Нельзя не согласиться с мыслью М. М. Бахтина о том, что «социальная среда дала человеку слова и соединила их с определенными значениями и оценками; социальная же среда не перестает определять и контролировать словесные реакции человека на протяжении всей жизни» [Волошинов, 1993, 169]. Учет детерминирующего влияния социального фактора на культурно-языковую и ментальную сущность человека позволяет увидеть за «кулисами» слова «…“сценарий” того ближайшего общения, в котором оно родилось», а общение, в свою очередь, рассматривать как момент «более широкого общения той социальной группы, к которой говорящий принадлежит. <…> Чтобы понять этот сценарий, необходимо восстановить все те сложные социальные взаимоотношения, идеологическим преломлением которых является данное высказывание» [Волошинов, 1993, 78-79]. Таким образом, за именами культурных концептов и представлений как способов их вербализации стоит определенный набор культурных смыслов, одинаковый для людей, входящих в одну социальную общность. Слова и высказывания не могут быть вырванными из социального контекста: они суть порождения сложной социальной ситуации, а сценарий, как бы сверстанный в слове, может быть эксплицирован и развернут до некоторой динамически организованной последовательности речевых действий, поступков, событий, оцениваемых с позиций существующих в социуме норм, правил, заповедей. «Социоэтническое самосознание индивидуума» [Карасик, 2004, 137] есть реальность, с помощью которой возможно осуществить измерение концептосферы социальной группы людей, выделяемой по возрастному, гендерному, образовательному, сословному и иным признакам.
Таким образом, существование коллективных представлений об окружающем мире становится культурообразующим фактором, если понимать культуру как ту «часть картины мира, которая отображает самосознание человека, исторически видоизменяющегося в процессах личностной или групповой рефлексии над ценностно значимыми условиями природного социального и духовного бытия человека» [Телия, 1999, 18].

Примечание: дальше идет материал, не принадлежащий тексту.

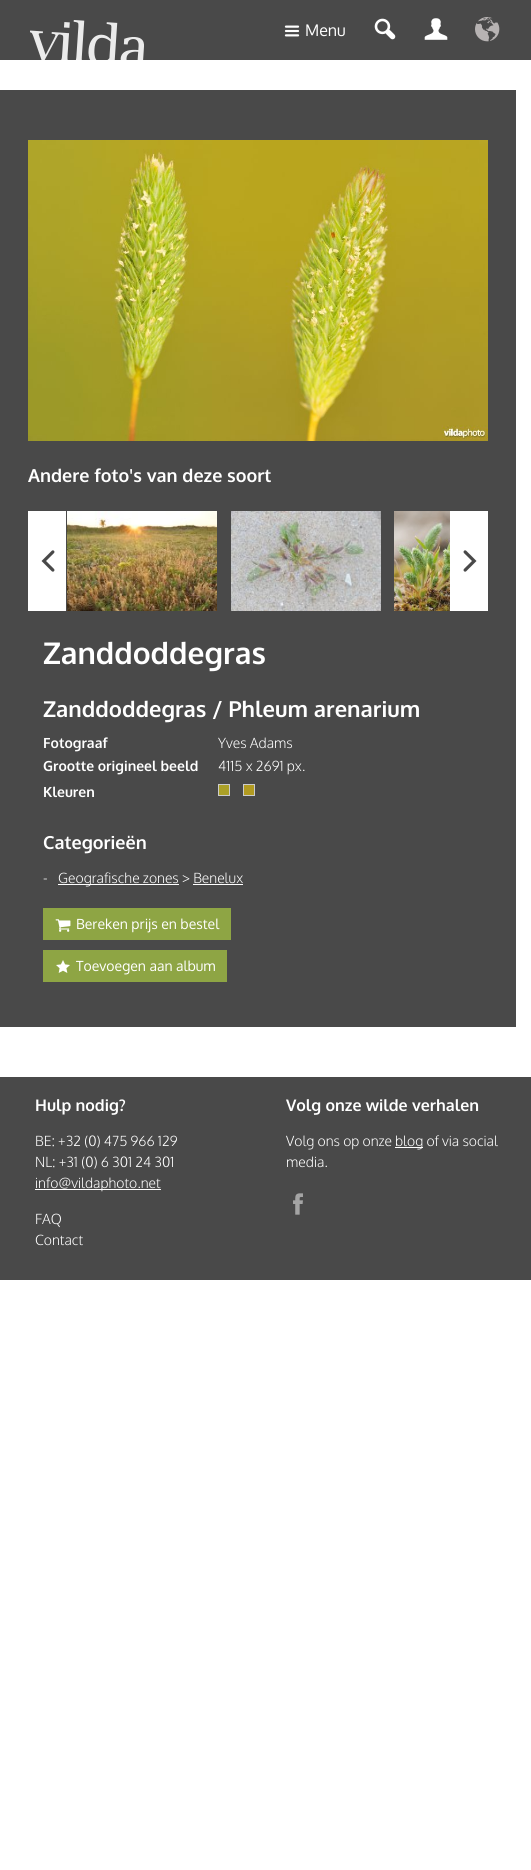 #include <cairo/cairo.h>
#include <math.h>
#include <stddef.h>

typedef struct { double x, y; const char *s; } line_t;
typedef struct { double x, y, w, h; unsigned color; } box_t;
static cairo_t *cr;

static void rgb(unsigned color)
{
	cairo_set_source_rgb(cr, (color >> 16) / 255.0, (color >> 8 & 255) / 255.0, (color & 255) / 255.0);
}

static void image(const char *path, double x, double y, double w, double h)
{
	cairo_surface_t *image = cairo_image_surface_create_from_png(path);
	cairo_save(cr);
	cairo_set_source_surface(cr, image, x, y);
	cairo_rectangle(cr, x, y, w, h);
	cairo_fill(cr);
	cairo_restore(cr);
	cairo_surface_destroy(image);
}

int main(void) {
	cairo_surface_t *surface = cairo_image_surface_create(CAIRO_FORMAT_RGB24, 531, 1870);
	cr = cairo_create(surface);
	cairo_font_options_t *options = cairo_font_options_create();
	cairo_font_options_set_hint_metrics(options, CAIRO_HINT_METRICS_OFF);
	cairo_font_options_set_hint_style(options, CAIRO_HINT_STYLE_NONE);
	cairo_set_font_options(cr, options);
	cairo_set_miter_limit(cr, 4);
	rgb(0xffffff);
	cairo_paint(cr);
	rgb(0x494949);
	cairo_rectangle(cr, 0, 0, 531, 60);
	cairo_fill(cr);
	image("img/1.png", 30, 20, 114, 40);
	image("img/2.png", 284, 25, 16, 12);
	image("img/3.png", 374, 18, 22, 22);
	image("img/4.png", 424, 18, 24, 22);
	image("img/5.png", 475, 17, 25, 25);
	cairo_rectangle(cr, 0, 90, 516, 937);
	cairo_fill(cr);
	image("img/6.png", 28, 140, 460, 301);
	rgb(0xffffff);
	cairo_rectangle(cr, 28, 511, 38, 100);
	cairo_fill(cr);
	image("img/7.png", 41, 550, 14, 22);
	cairo_rectangle(cr, 450, 511, 38, 100);
	cairo_fill(cr);
	image("img/8.png", 463, 550, 14, 22);
	image("img/9.png", 67, 511, 150, 100);
	image("img/10.png", 231, 511, 150, 100);
	image("img/11.png", 394, 511, 56, 100);
	rgb(0xaba027);
	cairo_rectangle(cr, 218.5, 784.5, 11, 11);
	cairo_fill_preserve(cr);
	rgb(0xcccccc);
	cairo_set_line_width(cr, 1);
	cairo_stroke(cr);
	rgb(0xb29b21);
	cairo_rectangle(cr, 243.5, 784.5, 11, 11);
	cairo_fill_preserve(cr);
	rgb(0xcccccc);
	cairo_stroke(cr);
	{
		static const box_t items[] = {
			{58, 884, 121, 1, 0xffffff},
			{193, 884, 50, 1, 0xffffff},
			{43, 908, 188, 32, 0x8ea544},
		};
		for (size_t i = 0; i < sizeof items / sizeof *items; i++) {
			rgb(items[i].color);
			cairo_rectangle(cr, items[i].x, items[i].y, items[i].w, items[i].h);
			cairo_fill(cr);
		}
	}
	image("img/12.png", 55, 919, 16, 13);
	cairo_rectangle(cr, 43, 950, 184, 32);
	cairo_fill(cr);
	image("img/13.png", 56, 960, 14, 13);
	{
		static const box_t items[] = {
			{0, 1077, 531, 203, 0x494949},
			{35, 1189, 126, 1, 0xffffff},
			{395, 1147, 28, 1, 0xffffff},
		};
		for (size_t i = 0; i < sizeof items / sizeof *items; i++) {
			rgb(items[i].color);
			cairo_rectangle(cr, items[i].x, items[i].y, items[i].w, items[i].h);
			cairo_fill(cr);
		}
	}
	image("img/14.png", 293, 1193, 10, 22);
	cairo_select_font_face(cr, "Oxygen", CAIRO_FONT_SLANT_NORMAL, CAIRO_FONT_WEIGHT_NORMAL);
	cairo_set_font_size(cr, 16);
	cairo_move_to(cr, 305, 36);
	cairo_show_text(cr, "Menu");
	cairo_select_font_face(cr, "Oxygen", CAIRO_FONT_SLANT_NORMAL, CAIRO_FONT_WEIGHT_BOLD);
	cairo_set_font_size(cr, 18);
	cairo_move_to(cr, 28, 482);
	cairo_show_text(cr, "Andere foto's van deze soort");
	cairo_set_font_size(cr, 30);
	cairo_move_to(cr, 43, 664);
	cairo_show_text(cr, "Zanddoddegras");
	cairo_set_font_size(cr, 22);
	cairo_move_to(cr, 43, 717);
	cairo_show_text(cr, "Zanddoddegras / Phleum arenarium");
	cairo_set_font_size(cr, 14);
	cairo_move_to(cr, 43, 748);
	cairo_show_text(cr, "Fotograaf");
	cairo_select_font_face(cr, "Oxygen Light", CAIRO_FONT_SLANT_NORMAL, CAIRO_FONT_WEIGHT_NORMAL);
	cairo_move_to(cr, 218, 748);
	cairo_show_text(cr, "Yves Adams");
	cairo_select_font_face(cr, "Oxygen", CAIRO_FONT_SLANT_NORMAL, CAIRO_FONT_WEIGHT_BOLD);
	cairo_move_to(cr, 43, 771);
	cairo_show_text(cr, "Grootte origineel beeld");
	cairo_select_font_face(cr, "Oxygen Light", CAIRO_FONT_SLANT_NORMAL, CAIRO_FONT_WEIGHT_NORMAL);
	cairo_move_to(cr, 218, 771);
	cairo_show_text(cr, "4115 x 2691 px.");
	cairo_select_font_face(cr, "Oxygen", CAIRO_FONT_SLANT_NORMAL, CAIRO_FONT_WEIGHT_BOLD);
	cairo_move_to(cr, 43, 797);
	cairo_show_text(cr, "Kleuren");
	cairo_set_font_size(cr, 18);
	cairo_move_to(cr, 43, 849);
	cairo_show_text(cr, "Categorieën");
	cairo_select_font_face(cr, "Oxygen Light", CAIRO_FONT_SLANT_NORMAL, CAIRO_FONT_WEIGHT_NORMAL);
	cairo_set_font_size(cr, 14);
	cairo_move_to(cr, 43, 883);
	cairo_show_text(cr, "-");
	cairo_move_to(cr, 58, 883);
	cairo_show_text(cr, "Geografische zones > Benelux");
	cairo_select_font_face(cr, "Oxygen", CAIRO_FONT_SLANT_NORMAL, CAIRO_FONT_WEIGHT_NORMAL);
	cairo_move_to(cr, 76, 929);
	cairo_show_text(cr, "Bereken prijs en bestel");
	cairo_move_to(cr, 76, 971);
	cairo_show_text(cr, "Toevoegen aan album");
	cairo_select_font_face(cr, "Oxygen", CAIRO_FONT_SLANT_NORMAL, CAIRO_FONT_WEIGHT_BOLD);
	cairo_set_font_size(cr, 16);
	cairo_move_to(cr, 35, 1111);
	cairo_show_text(cr, "Hulp nodig?");
	cairo_select_font_face(cr, "Oxygen Light", CAIRO_FONT_SLANT_NORMAL, CAIRO_FONT_WEIGHT_NORMAL);
	cairo_set_font_size(cr, 14);
	{
		static const line_t items[] = {
			{35, 1146, "BE: +32 (0) 475 966 129"},
			{35, 1167, "NL: +31 (0) 6 301 24 301"},
			{35, 1188, "info@vildaphoto.net"},
			{35, 1224, "FAQ"},
			{35, 1245, "Contact"},
		};
		for (size_t i = 0; i < sizeof items / sizeof *items; i++) {
			cairo_move_to(cr, items[i].x, items[i].y);
			cairo_show_text(cr, items[i].s);
		}
	}
	cairo_select_font_face(cr, "Oxygen", CAIRO_FONT_SLANT_NORMAL, CAIRO_FONT_WEIGHT_BOLD);
	cairo_set_font_size(cr, 16);
	cairo_move_to(cr, 286, 1111);
	cairo_show_text(cr, "Volg onze wilde verhalen");
	cairo_select_font_face(cr, "Oxygen Light", CAIRO_FONT_SLANT_NORMAL, CAIRO_FONT_WEIGHT_NORMAL);
	cairo_set_font_size(cr, 14);
	{
		static const line_t items[] = {
			{286, 1146, "Volg ons op onze"},
			{395, 1146, "blog of via social"},
			{286, 1167, "media."},
		};
		for (size_t i = 0; i < sizeof items / sizeof *items; i++) {
			cairo_move_to(cr, items[i].x, items[i].y);
			cairo_show_text(cr, items[i].s);
		}
	}
	cairo_surface_write_to_png(surface, "page.png");
	cairo_font_options_destroy(options);
	cairo_destroy(cr);
	cairo_surface_destroy(surface);
	return 0;
}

Наши информанты - носители просторечия, пожилые уральцы, прошедшие первичную социализацию в деревенской среде, а вторичную - в городе. Они составляют группу, социолингвистические характеристики которой являются более или менее фиксированными [см.: Крысин, 2003, 56]. В современной научной литературе (работы Е. А. Земской, О. П. Ермаковой, А. Н. Еремина, Т. И. Ерофеевой, Е. В. Ерофеевой, М. В. Китайгородской, Л. П. Крысина, А. А. Юнаковской и др.) подробно освещались результаты системно-структурного, лексикосемантического, лексикографического, социолингвистического описания элементов просторечия. В то же время методика анализа изучения просторечия как особой культуры еще только разрабатывается [см., например: Купина, Михайлова, 2003; Купина, Шалина, 2004; Шалина, 2007]. Мы стремимся уточнить, усовершенствовать лингвокультурологическую методику описания языкового существования носителей просторечия. В процессе этого описания в качестве специального предмета исследования, как уже отмечалось, выделяются культурные представления.
На основе «окультуренных» представлений формируются и выводятся установки культуры. Социологические и психологические трактовки установки представлены в работах Д. Н. Узнадзе, А. Е. Шерозия, Г. М. Андреевой. Установка рассматривается как направленность, готовность и предрасположенность личности действовать определенным образом в определенной ситуации
Понятие «культурная установка» является одним из базовых терминов лингвокультурологии. Здесь принимается во внимание не столько психологическая (подсознательная) природа установки, сколько ее функциональные возможности, спроецированные на ценностные ориентации личности. Этот момент подчеркивается в лингвистических работах: «Установки касаются классового самосознания, оценочной ориентации, вкусов, интересов, осведомленности... <…> Установки собеседников могут совпадать и расходиться» [Девкин, 1981, 10-11]. В первом случае они регулируют, гармонизируют общение, во втором - затрудняют его, способствуют коммуникативному разобщению.
Культурные установки соотносятся с социальными и духовными ориентирами, формирующимися как результат представлений носителей культуры о нормативной/идеальной жизнедеятельности. Установки рассматриваются в виде «ментальных образцов, играющих роль прескрипций для социальных и духовных жизненных практик» [Телия, 1999, 18]. Система установок составляет основной стержень культуры.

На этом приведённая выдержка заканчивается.